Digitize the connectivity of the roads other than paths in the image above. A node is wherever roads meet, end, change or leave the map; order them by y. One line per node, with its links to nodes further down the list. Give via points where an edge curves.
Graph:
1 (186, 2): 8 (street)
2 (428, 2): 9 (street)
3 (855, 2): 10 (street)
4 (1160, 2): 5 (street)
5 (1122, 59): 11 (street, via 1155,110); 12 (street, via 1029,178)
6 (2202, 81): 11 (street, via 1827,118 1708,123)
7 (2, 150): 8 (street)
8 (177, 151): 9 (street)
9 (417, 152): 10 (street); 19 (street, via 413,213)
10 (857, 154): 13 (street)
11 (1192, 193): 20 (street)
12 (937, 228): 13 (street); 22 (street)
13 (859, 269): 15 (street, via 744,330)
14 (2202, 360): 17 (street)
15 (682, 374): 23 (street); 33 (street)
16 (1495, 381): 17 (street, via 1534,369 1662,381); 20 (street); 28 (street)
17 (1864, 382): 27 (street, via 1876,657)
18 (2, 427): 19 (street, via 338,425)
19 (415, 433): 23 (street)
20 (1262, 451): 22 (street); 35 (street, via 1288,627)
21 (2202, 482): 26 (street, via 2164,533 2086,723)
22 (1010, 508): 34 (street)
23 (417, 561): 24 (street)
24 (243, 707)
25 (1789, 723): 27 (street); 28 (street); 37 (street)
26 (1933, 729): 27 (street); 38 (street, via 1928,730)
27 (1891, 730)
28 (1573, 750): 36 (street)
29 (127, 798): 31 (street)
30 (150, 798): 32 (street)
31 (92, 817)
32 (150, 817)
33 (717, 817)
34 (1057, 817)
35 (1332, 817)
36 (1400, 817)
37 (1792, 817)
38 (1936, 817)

...

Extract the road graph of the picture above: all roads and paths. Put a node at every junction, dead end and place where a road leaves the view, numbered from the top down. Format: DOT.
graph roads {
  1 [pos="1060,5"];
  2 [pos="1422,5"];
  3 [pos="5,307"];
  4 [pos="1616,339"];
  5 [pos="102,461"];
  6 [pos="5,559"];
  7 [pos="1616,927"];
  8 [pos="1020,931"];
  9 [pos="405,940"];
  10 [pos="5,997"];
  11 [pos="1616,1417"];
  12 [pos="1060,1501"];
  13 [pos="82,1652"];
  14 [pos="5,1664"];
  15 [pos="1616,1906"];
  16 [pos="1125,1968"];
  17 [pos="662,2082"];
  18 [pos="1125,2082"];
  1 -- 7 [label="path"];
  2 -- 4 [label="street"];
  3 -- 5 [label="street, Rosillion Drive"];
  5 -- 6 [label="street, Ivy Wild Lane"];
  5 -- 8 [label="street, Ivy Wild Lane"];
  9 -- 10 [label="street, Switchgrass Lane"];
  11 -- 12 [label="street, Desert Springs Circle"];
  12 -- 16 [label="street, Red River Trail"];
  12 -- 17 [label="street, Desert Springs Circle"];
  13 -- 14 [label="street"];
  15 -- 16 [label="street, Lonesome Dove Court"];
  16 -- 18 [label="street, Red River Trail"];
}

==

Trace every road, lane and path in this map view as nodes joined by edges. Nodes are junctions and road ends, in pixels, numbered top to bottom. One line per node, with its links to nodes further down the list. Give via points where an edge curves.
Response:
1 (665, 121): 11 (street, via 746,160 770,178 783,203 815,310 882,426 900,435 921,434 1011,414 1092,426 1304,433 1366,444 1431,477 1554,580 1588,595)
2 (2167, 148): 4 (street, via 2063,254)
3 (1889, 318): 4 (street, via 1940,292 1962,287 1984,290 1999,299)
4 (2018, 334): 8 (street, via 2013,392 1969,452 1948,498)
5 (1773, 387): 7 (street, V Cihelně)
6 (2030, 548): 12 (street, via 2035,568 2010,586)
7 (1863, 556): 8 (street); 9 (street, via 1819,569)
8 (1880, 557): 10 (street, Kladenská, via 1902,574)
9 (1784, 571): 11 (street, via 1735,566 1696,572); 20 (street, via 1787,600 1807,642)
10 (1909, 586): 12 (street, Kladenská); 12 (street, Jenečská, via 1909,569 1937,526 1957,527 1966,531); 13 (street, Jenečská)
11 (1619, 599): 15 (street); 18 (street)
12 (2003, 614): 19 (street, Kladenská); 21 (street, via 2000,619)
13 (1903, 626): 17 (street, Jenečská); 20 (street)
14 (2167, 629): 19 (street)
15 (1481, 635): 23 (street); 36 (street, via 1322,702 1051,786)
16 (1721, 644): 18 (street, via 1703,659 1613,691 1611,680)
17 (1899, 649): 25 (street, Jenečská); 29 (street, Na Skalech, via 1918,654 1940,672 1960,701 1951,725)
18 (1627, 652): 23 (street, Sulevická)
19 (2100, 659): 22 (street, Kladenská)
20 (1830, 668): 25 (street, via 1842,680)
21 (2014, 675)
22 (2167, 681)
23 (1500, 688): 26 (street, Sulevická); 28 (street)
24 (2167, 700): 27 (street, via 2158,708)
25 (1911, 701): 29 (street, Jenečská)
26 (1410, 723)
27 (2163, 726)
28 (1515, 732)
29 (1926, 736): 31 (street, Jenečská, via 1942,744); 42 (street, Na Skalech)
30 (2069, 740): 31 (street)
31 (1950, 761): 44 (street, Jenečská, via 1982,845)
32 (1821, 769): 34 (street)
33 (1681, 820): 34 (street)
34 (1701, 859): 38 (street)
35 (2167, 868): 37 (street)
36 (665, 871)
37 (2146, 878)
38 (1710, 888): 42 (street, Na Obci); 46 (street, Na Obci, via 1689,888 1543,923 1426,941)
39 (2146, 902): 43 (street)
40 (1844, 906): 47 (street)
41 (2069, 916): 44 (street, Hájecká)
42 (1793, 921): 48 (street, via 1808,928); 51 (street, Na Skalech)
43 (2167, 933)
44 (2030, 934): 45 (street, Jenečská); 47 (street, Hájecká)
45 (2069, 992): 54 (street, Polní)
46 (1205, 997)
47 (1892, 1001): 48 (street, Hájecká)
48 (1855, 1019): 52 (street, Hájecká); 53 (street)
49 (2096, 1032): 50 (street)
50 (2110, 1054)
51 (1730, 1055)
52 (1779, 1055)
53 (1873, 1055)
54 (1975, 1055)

--- EXERCISE INSTRUCTIONS ---
Copy out each line of the records where the string "nodes" appears.

--- RESULT OF THIS EXERCISE ---
Digitize the connectivity of the roads other than paths in the image above. A node is wherever roads meet, end, change or leave the map; order them by y. One line per node, with its links to nodes further down the list. Give via points where an edge curves.
Trace every road, lane and path in this map view as nodes joined by edges. Nodes are junctions and road ends, in pixels, numbered top to bottom. One line per node, with its links to nodes further down the list. Give via points where an edge curves.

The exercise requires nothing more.